- Born: Francis Bernasconi 1762 Kingdom of Great Britain
- Died: 1 January 1841 (aged 78–79) Bloomsbury, London U.K.
- Occupations: ornamental carver and plasterer
- Parent: Bartholomew (Bartolomeo) Bernasconi (father)
- Relatives: Bartholomew (son) and Frances (daughter) George Vincent Bernasconi (nephew)

= Francis Bernasconi =

English ornamental carver and plasterer

Francis Bernasconi (1762 - 1 January 1841), aka Francisco Bernasconi, was an English ornamental carver and plasterer of Italian descent.

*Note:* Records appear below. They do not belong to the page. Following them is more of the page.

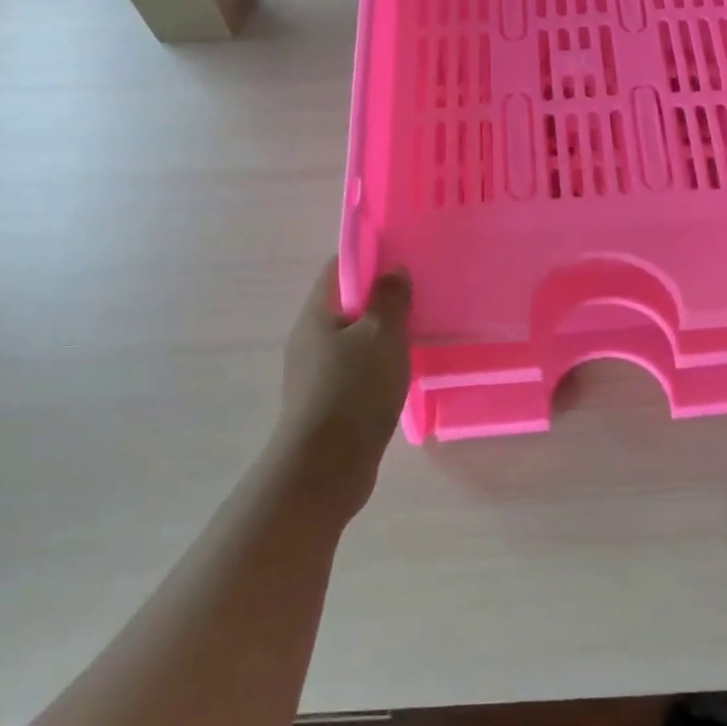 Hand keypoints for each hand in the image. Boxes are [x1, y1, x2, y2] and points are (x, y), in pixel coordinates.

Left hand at [279, 259, 412, 473]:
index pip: (338, 269)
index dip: (369, 258)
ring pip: (352, 341)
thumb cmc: (354, 390)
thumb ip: (390, 300)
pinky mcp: (326, 403)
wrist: (326, 467)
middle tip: (418, 301)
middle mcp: (309, 339)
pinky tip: (399, 377)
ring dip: (380, 336)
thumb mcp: (381, 336)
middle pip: (345, 305)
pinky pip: (354, 371)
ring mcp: (314, 374)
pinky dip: (376, 366)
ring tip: (416, 338)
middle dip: (379, 300)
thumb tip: (393, 270)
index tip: (403, 261)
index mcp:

He became one of the most successful ornamental carvers and plasterers in Georgian Britain.

==Early life==
Francis Bernasconi was the son of Bartholomew (Bartolomeo) Bernasconi (died 1786), who hailed from a family of architects and stuccoists from the environs of Lugano, Switzerland. He is likely to have been related to the ornamental plasterer Bernardo or Bernato Bernasconi, "a poor man with a large fameley in the town of Buckingham". His more distant cousins of the same Lugano dynasty included various architects, sculptors and stuccatore active in Italy, Germany, Spain and Russia.

==Works==
- Gothic stucco work for Cobham Hall, Kent (1800-1809)
- Stucco work in the Great Tower of Westminster Abbey (1803)
- Mouldings, angels and heraldic shields in Windsor Castle (1805)
- Interior plasterwork in Laurieston House, 51-2 Carlton Place, Glasgow (1806). In this he worked for architect Peter Nicholson. His work here was of the Neo-Classical Adam Style and he collaborated with a team of Italian craftsmen. The recent excavations at Herculaneum and Pompeii provided inspiration for the design of the figurative mouldings, reliefs and other decorative plasterwork. There are also references to classical mythology such as Castor and Pollux, Hector and Andromache, Aeneas carrying Anchises and The Temptations of Hercules. This is the finest intact Georgian house in the city and listed category A, however it is boarded up and inaccessible. There is a statue of Minerva in this house, but it is not known if this is Bernasconi's work.
- Plasterwork at Grosvenor House, London (1807). He was paid £2,097.
- 1809-11 the plasterwork of the grand staircase hall at Taymouth Castle for the Marquis of Breadalbane
- Repairs to Trinity College in Cambridge, using Roman cement to cover the east side of the great court (1810).
- Repairs to the choir screen in York Minster (1814–1818).
- Gothic ornaments at Chicksands Priory, Bedfordshire (1816).
- Carving of the canopy of the Cardinal Wolsley statue, Christ Church, Oxford (1819).
- The grand staircase in Buckingham Palace, for which he was employed by the Prince Regent to model four sculpture groups from designs by Alfred Joseph Stothard. (1820).
- Gothic decoration at Blithfield Hall (1822). The patron, Lord Bagot, described his work on the Great Hall as being "as perfect a specimen ... as has ever been executed in modern times."
- Altarpiece, Westminster Abbey (1825).

==Family==
He had two children, a son Bartholomew and a daughter Frances, both of whom survived him. His nephew, George Vincent Bernasconi (b. 25 December 1805), was employed in Francis Bernasconi's company. George Henry Bernasconi (24 November 1841 – 1916), (son of George Vincent Bernasconi) was a successful Birmingham illustrator and photographer.

==Death==
He died on 1 January 1841 from asthma at his home of 19 Alfred Place in Bloomsbury, London.